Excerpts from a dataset

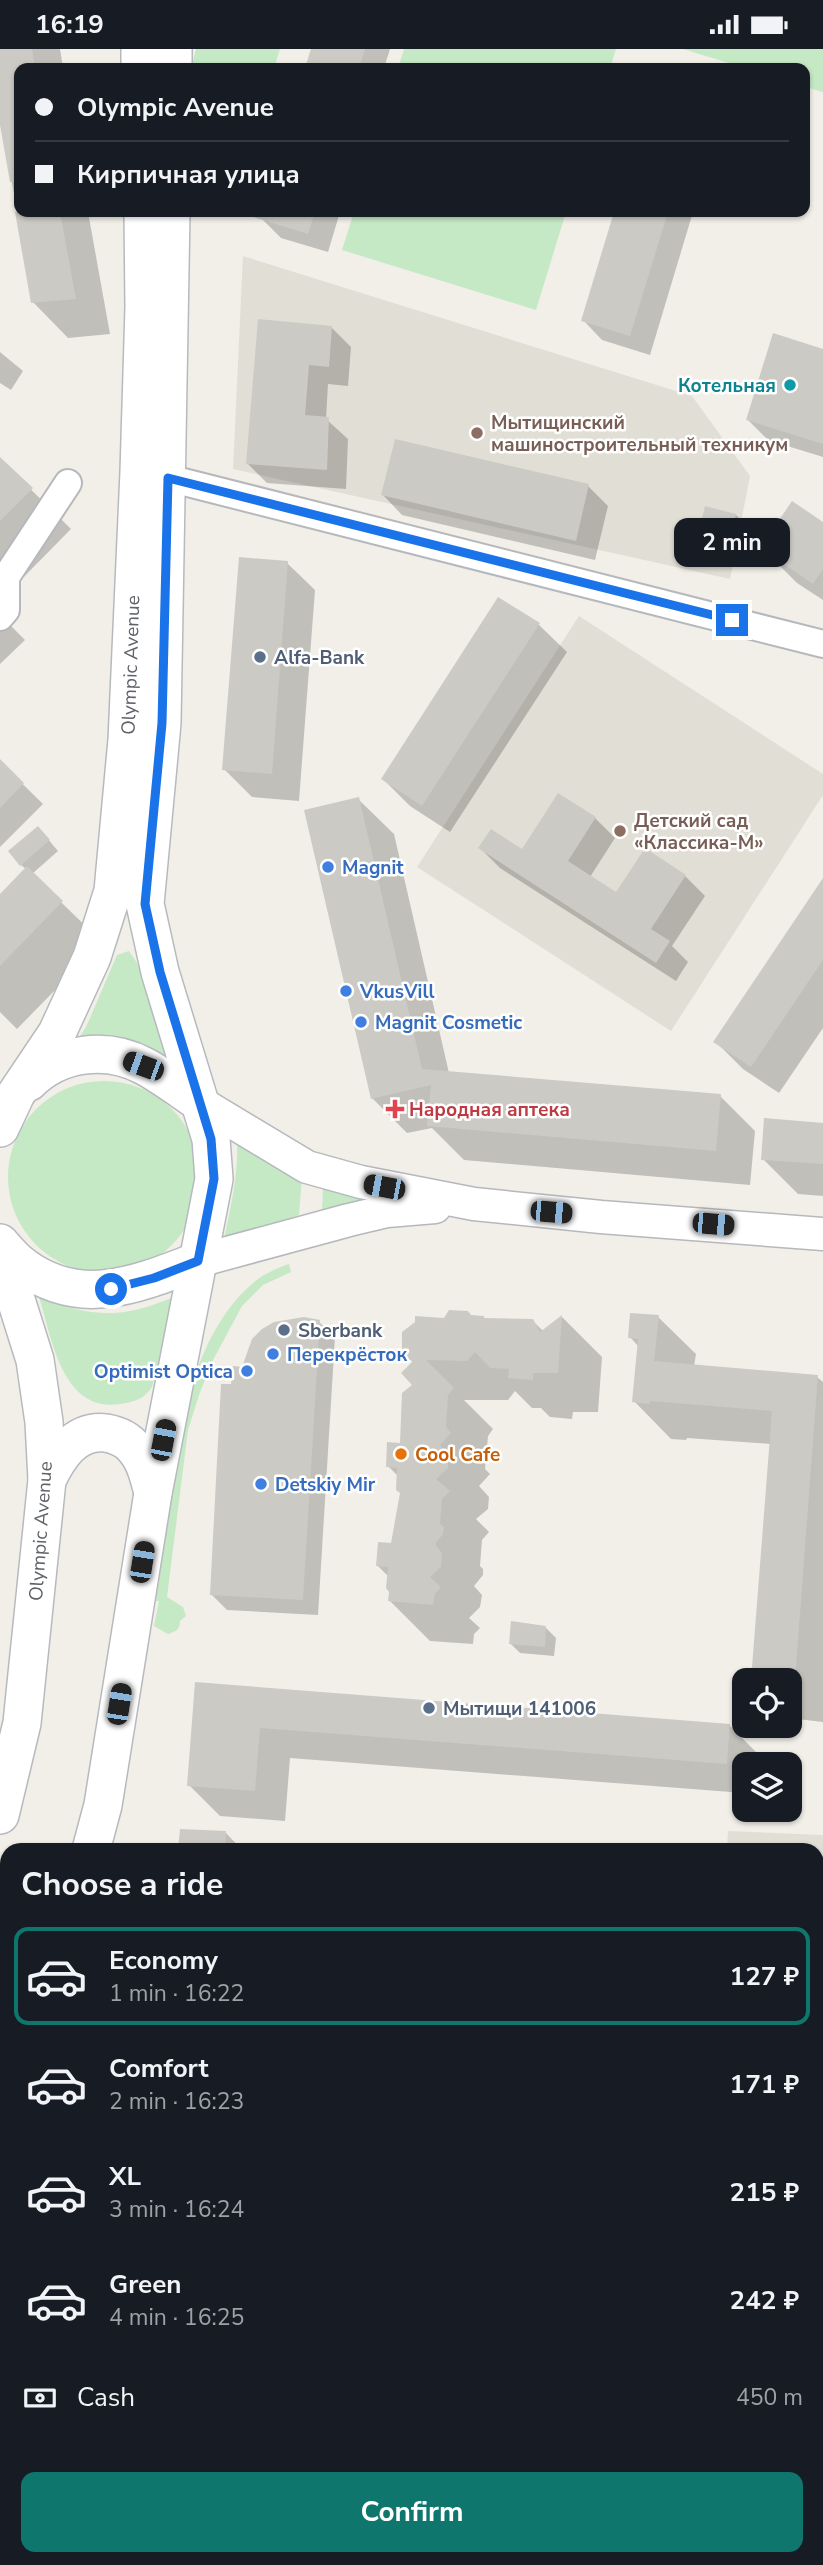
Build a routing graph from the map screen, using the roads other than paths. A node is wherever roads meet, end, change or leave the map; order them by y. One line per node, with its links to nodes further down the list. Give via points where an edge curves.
1 (143, 217): 7 (main road, Olympic Avenue, via 139,472 127,740 113,891 92,957 57,1033)
2 (171, 217): 3 (main road, Olympic Avenue)
3 (168, 478): 6 (street); 8 (main road, Olympic Avenue, via 162,723 145,904)
4 (68, 483): 5 (street, via 6,577 6,610)
5 (0, 617)
6 (823, 643)
7 (16, 1094): 8 (main road, Olympic Avenue, via 42,1068 57,1061 113,1055 143,1066); 9 (main road, Olympic Avenue)
8 (199, 1102): 10 (street, via 307,1167); 14 (main road, Olympic Avenue, via 211,1139 214,1179)
9 (0, 1128)
10 (474, 1204): 11 (street); 14 (street, via 387,1211)
11 (823, 1234)
12 (0, 1243): 14 (main road, via 30,1271 78,1290 111,1289)
13 (0, 1249): 15 (main road, Olympic Avenue, via 35,1360)
14 (198, 1261): 16 (main road, Olympic Avenue)
15 (47, 1480): 16 (main road, via 68,1447 82,1436 99,1432 120,1436 134,1447 145,1464); 17 (main road, Olympic Avenue, via 22,1723)
16 (153, 1493): 18 (main road, Olympic Avenue, via 103,1805)
17 (0, 1815)
18 (93, 1843)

TASK DIRECTIONS
Give back all the data exactly, minus pictures.

EXERCISE SOLUTION
Build a routing graph from the map screen, using the roads other than paths. A node is wherever roads meet, end, change or leave the map; order them by y. One line per node, with its links to nodes further down the list. Give via points where an edge curves.
1 (143, 217): 7 (main road, Olympic Avenue, via 139,472 127,740 113,891 92,957 57,1033)
2 (171, 217): 3 (main road, Olympic Avenue)
3 (168, 478): 6 (street); 8 (main road, Olympic Avenue, via 162,723 145,904)
4 (68, 483): 5 (street, via 6,577 6,610)
5 (0, 617)
6 (823, 643)
7 (16, 1094): 8 (main road, Olympic Avenue, via 42,1068 57,1061 113,1055 143,1066); 9 (main road, Olympic Avenue)
8 (199, 1102): 10 (street, via 307,1167); 14 (main road, Olympic Avenue, via 211,1139 214,1179)
9 (0, 1128)
10 (474, 1204): 11 (street); 14 (street, via 387,1211)
11 (823, 1234)
12 (0, 1243): 14 (main road, via 30,1271 78,1290 111,1289)
13 (0, 1249): 15 (main road, Olympic Avenue, via 35,1360)
14 (198, 1261): 16 (main road, Olympic Avenue)
15 (47, 1480): 16 (main road, via 68,1447 82,1436 99,1432 120,1436 134,1447 145,1464); 17 (main road, Olympic Avenue, via 22,1723)
16 (153, 1493): 18 (main road, Olympic Avenue, via 103,1805)
17 (0, 1815)
18 (93, 1843)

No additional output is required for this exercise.